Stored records

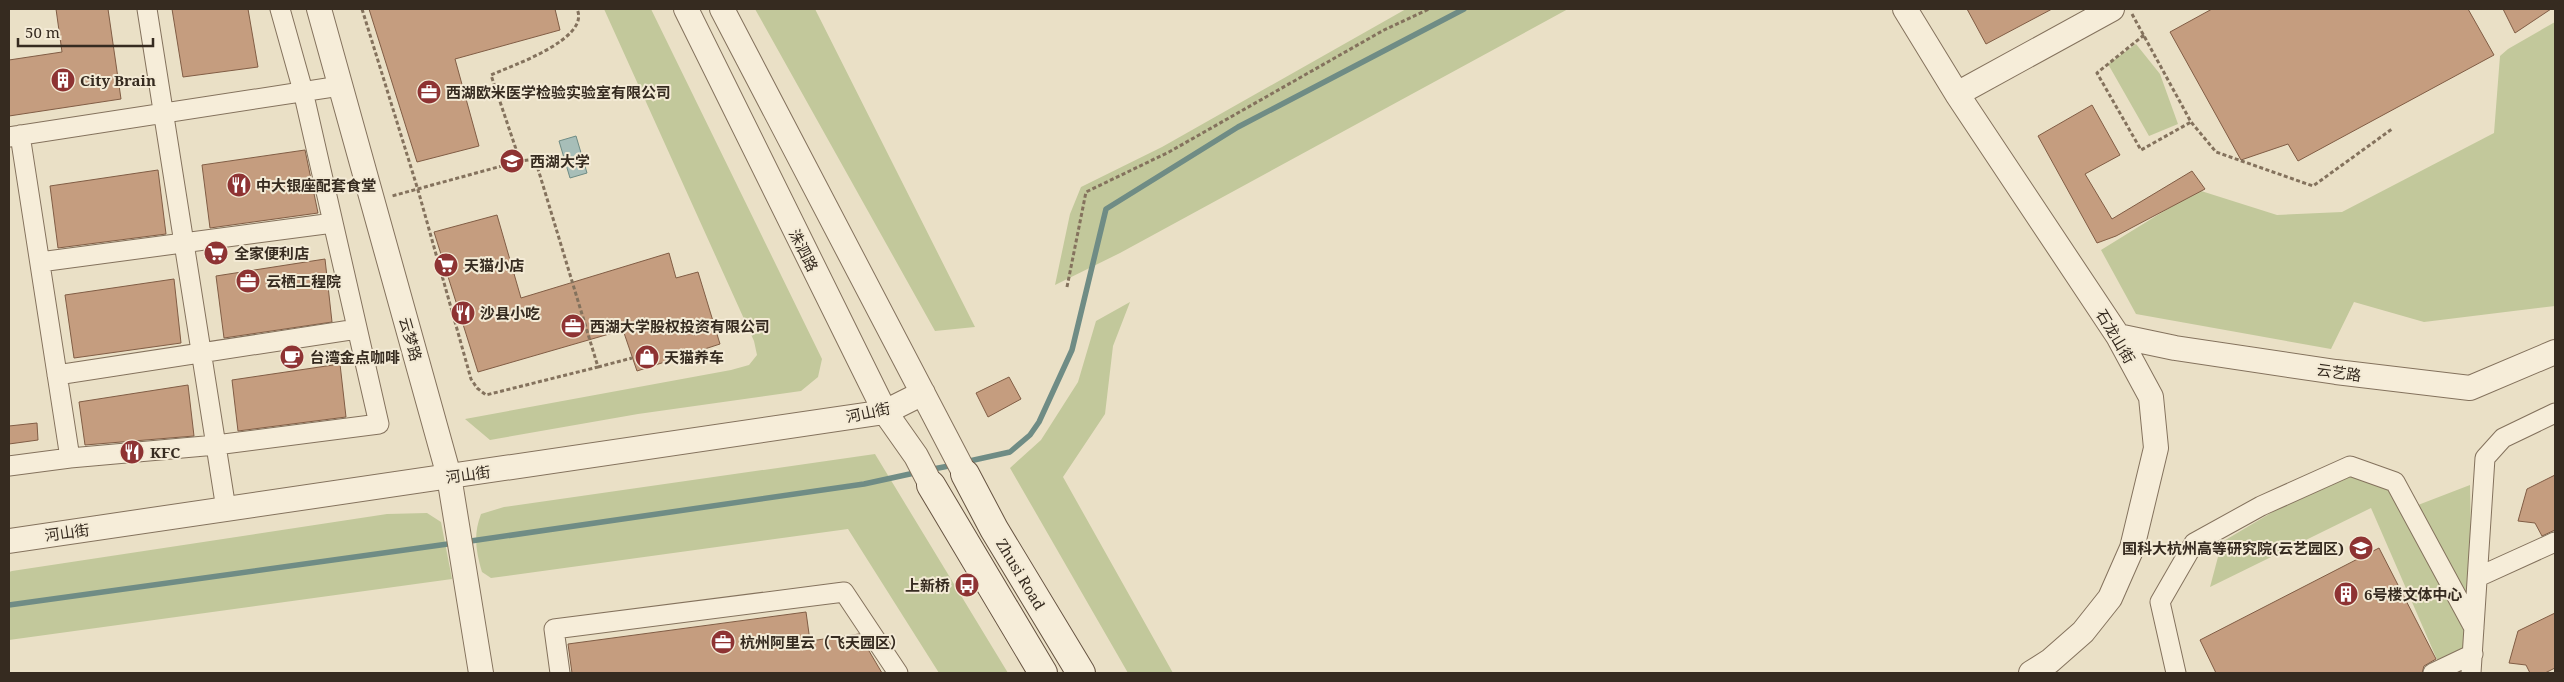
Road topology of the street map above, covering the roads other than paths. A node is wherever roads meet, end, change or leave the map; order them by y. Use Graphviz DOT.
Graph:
graph roads {
  1 [pos="147,9"];
  2 [pos="280,9"];
  3 [pos="319,9"];
  4 [pos="686,9"];
  5 [pos="722,9"];
  6 [pos="1905,9"];
  7 [pos="2112,9"];
  8 [pos="340,86"];
  9 [pos="303,92"];
  10 [pos="1957,94"];
  11 [pos="164,113"];
  12 [pos="14,136"];
  13 [pos="333,223"];
  14 [pos="184,242"];
  15 [pos="40,262"];
  16 [pos="358,329"];
  17 [pos="2118,336"];
  18 [pos="2555,352"];
  19 [pos="202,353"];
  20 [pos="57,375"];
  21 [pos="923,393"];
  22 [pos="885,412"];
  23 [pos="2555,413"];
  24 [pos="216,445"];
  25 [pos="956,455"];
  26 [pos="70,458"];
  27 [pos="9,466"];
  28 [pos="449,476"];
  29 [pos="931,485"];
  30 [pos="226,509"];
  31 [pos="9,541"];
  32 [pos="2555,542"];
  33 [pos="2478,577"];
  34 [pos="2474,628"];
  35 [pos="2472,654"];
  36 [pos="481,673"];
  37 [pos="560,673"];
  38 [pos="898,673"];
  39 [pos="1043,673"];
  40 [pos="1081,673"];
  41 [pos="2031,673"];
  42 [pos="2176,673"];
  43 [pos="2433,673"];
  44 [pos="2471,673"];
  1 -- 11 [label="street"];
  2 -- 9 [label="street"];
  3 -- 8 [label="street, 云梦路"];
  4 -- 22 [label="street, 洙泗路"];
  5 -- 21 [label="street"];
  6 -- 10 [label="street, 石龙山街"];
  7 -- 10 [label="street"];
  8 -- 9 [label="street"];
  8 -- 28 [label="street, 云梦路"];
  9 -- 11 [label="street"];
  9 -- 13 [label="street"];
  10 -- 17 [label="street, 石龙山街"];
  11 -- 12 [label="street"];
  11 -- 14 [label="street"];
  12 -- 15 [label="street"];
  13 -- 14 [label="street"];
  13 -- 16 [label="street"];
  14 -- 15 [label="street"];
  14 -- 19 [label="street"];
  15 -- 20 [label="street"];
  16 -- 19 [label="street"];
  16 -- 24 [label="street"];
  17 -- 18 [label="street, 云艺路"];
  17 -- 41 [label="street, 石龙山街"];
  19 -- 20 [label="street"];
  19 -- 24 [label="street"];
  20 -- 26 [label="street"];
  21 -- 22 [label="street, 河山街"];
  21 -- 25 [label="street"];
  22 -- 28 [label="street, 河山街"];
  22 -- 29 [label="street, 洙泗路"];
  23 -- 33 [label="street"];
  24 -- 26 [label="street"];
  24 -- 30 [label="street"];
  25 -- 40 [label="main road, Zhusi Road"];
  26 -- 27 [label="street"];
  28 -- 30 [label="street, 河山街"];
  28 -- 36 [label="street, 云梦路"];
  29 -- 39 [label="main road"];
  30 -- 31 [label="street, 河山街"];
  32 -- 33 [label="street"];
  33 -- 34 [label="street"];
  34 -- 35 [label="street"];
  34 -- 42 [label="street"];
  35 -- 43 [label="street"];
  35 -- 44 [label="street"];
  37 -- 38 [label="street"];
}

» **Task prompt**: Leave out the images and transcribe all the records exactly.

» **Solution for this problem**:
Road topology of the street map above, covering the roads other than paths. A node is wherever roads meet, end, change or leave the map; order them by y. Use Graphviz DOT.
Graph:
graph roads {
  1 [pos="147,9"];
  2 [pos="280,9"];
  3 [pos="319,9"];
  4 [pos="686,9"];
  5 [pos="722,9"];
  6 [pos="1905,9"];
  7 [pos="2112,9"];
  8 [pos="340,86"];
  9 [pos="303,92"];
  10 [pos="1957,94"];
  11 [pos="164,113"];
  12 [pos="14,136"];
  13 [pos="333,223"];
  14 [pos="184,242"];
  15 [pos="40,262"];
  16 [pos="358,329"];
  17 [pos="2118,336"];
  18 [pos="2555,352"];
  19 [pos="202,353"];
  20 [pos="57,375"];
  21 [pos="923,393"];
  22 [pos="885,412"];
  23 [pos="2555,413"];
  24 [pos="216,445"];
  25 [pos="956,455"];
  26 [pos="70,458"];
  27 [pos="9,466"];
  28 [pos="449,476"];
  29 [pos="931,485"];
  30 [pos="226,509"];
  31 [pos="9,541"];
  32 [pos="2555,542"];
  33 [pos="2478,577"];
  34 [pos="2474,628"];
  35 [pos="2472,654"];
  36 [pos="481,673"];
  37 [pos="560,673"];
  38 [pos="898,673"];
  39 [pos="1043,673"];
  40 [pos="1081,673"];
  41 [pos="2031,673"];
  42 [pos="2176,673"];
  43 [pos="2433,673"];
  44 [pos="2471,673"];
  1 -- 11 [label="street"];
  2 -- 9 [label="street"];
  3 -- 8 [label="street, 云梦路"];
  4 -- 22 [label="street, 洙泗路"];
  5 -- 21 [label="street"];
  6 -- 10 [label="street, 石龙山街"];
  7 -- 10 [label="street"];
  8 -- 9 [label="street"];
  8 -- 28 [label="street, 云梦路"];
  9 -- 11 [label="street"];
  9 -- 13 [label="street"];
  10 -- 17 [label="street, 石龙山街"];
  11 -- 12 [label="street"];
  11 -- 14 [label="street"];
  12 -- 15 [label="street"];
  13 -- 14 [label="street"];
  13 -- 16 [label="street"];
  14 -- 15 [label="street"];
  14 -- 19 [label="street"];
  15 -- 20 [label="street"];
  16 -- 19 [label="street"];
  16 -- 24 [label="street"];
  17 -- 18 [label="street, 云艺路"];
  17 -- 41 [label="street, 石龙山街"];
  19 -- 20 [label="street"];
  19 -- 24 [label="street"];
  20 -- 26 [label="street"];
  21 -- 22 [label="street, 河山街"];
  21 -- 25 [label="street"];
  22 -- 28 [label="street, 河山街"];
  22 -- 29 [label="street, 洙泗路"];
  23 -- 33 [label="street"];
  24 -- 26 [label="street"];
  24 -- 30 [label="street"];
  25 -- 40 [label="main road, Zhusi Road"];
  26 -- 27 [label="street"];
  28 -- 30 [label="street, 河山街"];
  28 -- 36 [label="street, 云梦路"];
  29 -- 39 [label="main road"];
  30 -- 31 [label="street, 河山街"];
  32 -- 33 [label="street"];
  33 -- 34 [label="street"];
  34 -- 35 [label="street"];
  34 -- 42 [label="street"];
  35 -- 43 [label="street"];
  35 -- 44 [label="street"];
  37 -- 38 [label="street"];
}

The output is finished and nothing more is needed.